El número de orden 157, último de la lista,
corresponde a un matador de toros francés, llamado Thomas Cerqueira, del que no
tenía más que muy lejana referencia, relacionada con una cornada fuerte
recibida en su país, con rotura interna de la femoral y la safena, si no
recuerdo mal. Una corrida y cero orejas. Una corrida y un tabacazo gordo, para
estar sin tabaco –taurinamente hablando— todo el año.

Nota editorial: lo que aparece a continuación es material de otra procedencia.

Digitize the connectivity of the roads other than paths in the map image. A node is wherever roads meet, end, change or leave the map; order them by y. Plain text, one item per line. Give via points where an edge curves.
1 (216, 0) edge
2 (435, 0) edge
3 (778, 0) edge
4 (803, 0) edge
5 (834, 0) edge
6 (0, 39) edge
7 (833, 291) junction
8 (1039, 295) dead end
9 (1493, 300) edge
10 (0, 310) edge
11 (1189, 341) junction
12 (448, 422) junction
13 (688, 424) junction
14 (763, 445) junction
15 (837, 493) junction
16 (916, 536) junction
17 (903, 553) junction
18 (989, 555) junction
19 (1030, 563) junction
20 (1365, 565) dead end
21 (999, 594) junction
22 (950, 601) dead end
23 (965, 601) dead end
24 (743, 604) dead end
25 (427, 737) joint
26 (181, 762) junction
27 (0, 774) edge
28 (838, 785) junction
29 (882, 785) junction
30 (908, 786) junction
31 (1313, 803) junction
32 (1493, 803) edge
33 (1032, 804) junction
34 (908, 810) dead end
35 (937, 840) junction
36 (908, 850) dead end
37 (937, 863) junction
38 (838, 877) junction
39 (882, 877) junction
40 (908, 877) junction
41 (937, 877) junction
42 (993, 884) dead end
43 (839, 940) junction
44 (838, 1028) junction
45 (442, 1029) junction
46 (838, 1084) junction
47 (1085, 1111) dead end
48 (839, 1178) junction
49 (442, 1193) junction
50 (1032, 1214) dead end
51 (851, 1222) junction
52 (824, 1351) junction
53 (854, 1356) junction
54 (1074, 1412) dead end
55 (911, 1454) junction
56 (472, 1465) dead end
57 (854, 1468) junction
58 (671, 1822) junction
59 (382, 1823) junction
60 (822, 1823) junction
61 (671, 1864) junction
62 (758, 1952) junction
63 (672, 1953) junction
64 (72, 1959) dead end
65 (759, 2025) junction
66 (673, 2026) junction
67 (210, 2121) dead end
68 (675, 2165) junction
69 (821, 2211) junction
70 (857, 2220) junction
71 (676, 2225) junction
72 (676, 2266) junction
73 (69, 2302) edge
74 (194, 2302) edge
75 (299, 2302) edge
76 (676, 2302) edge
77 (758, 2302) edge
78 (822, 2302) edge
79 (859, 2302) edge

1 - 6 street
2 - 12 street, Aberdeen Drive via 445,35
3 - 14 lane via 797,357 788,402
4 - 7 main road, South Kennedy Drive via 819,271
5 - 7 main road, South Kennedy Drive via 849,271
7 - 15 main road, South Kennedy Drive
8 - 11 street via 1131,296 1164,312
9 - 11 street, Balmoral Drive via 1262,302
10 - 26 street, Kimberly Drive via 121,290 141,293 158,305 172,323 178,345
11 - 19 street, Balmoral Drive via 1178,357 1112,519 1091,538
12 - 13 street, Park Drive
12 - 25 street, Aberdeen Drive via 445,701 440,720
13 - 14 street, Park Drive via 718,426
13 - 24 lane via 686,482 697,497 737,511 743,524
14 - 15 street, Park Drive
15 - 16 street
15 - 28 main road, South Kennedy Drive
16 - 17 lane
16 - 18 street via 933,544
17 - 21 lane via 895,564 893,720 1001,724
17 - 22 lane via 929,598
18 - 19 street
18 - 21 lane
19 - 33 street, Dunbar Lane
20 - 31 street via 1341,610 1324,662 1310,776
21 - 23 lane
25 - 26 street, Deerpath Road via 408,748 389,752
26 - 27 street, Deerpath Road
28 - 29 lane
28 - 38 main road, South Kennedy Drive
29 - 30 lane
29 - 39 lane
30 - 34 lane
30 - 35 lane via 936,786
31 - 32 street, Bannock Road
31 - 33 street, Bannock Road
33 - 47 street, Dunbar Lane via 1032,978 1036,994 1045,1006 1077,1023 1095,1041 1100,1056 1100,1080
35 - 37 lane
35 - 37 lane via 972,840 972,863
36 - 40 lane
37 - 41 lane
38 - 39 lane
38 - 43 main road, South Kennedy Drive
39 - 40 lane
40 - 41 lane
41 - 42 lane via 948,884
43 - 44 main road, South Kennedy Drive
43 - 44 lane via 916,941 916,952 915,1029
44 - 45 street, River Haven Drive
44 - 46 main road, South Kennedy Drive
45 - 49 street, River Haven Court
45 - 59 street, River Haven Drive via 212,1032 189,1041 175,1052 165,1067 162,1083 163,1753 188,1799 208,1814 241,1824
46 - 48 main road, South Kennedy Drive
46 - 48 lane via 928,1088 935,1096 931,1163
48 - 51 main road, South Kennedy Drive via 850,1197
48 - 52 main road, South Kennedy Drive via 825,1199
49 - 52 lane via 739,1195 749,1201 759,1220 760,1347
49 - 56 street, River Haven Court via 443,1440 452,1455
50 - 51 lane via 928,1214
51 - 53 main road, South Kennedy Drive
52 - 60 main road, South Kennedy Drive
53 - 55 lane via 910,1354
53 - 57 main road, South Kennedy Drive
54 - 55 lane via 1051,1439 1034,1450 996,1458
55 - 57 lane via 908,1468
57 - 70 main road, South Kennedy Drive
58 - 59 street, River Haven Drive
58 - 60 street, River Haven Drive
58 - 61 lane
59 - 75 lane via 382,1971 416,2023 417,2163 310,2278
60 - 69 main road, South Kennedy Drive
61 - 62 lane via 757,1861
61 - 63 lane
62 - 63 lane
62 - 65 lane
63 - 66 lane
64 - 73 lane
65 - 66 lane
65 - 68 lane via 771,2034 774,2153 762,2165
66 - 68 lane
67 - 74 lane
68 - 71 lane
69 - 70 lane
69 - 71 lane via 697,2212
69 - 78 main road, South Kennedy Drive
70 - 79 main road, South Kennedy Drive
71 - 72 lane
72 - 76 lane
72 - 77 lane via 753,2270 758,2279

En la misma situación que
él –pero sin el tabacazo, que yo sepa–, mirando de abajo arriba hay catorce
toreros, y de ahí para más arriba, quienes no llegan a diez paseíllos superan
con creces el centenar.
Por respeto a la trayectoria de alguno de ellos y
a su calidad sobradamente conocida, no haré nominaciones, pero sí confesaré que
he encontrado nombres en la larga cola de esa Clasificación que ni siquiera me
suenan. Que no los conozco, vaya, y pido perdón por tan abrupto arranque de
sinceridad. Sin duda, todos ellos son
toreros de arraigada vocación,
instalados en unos parámetros bien descompensados, por razones de edad.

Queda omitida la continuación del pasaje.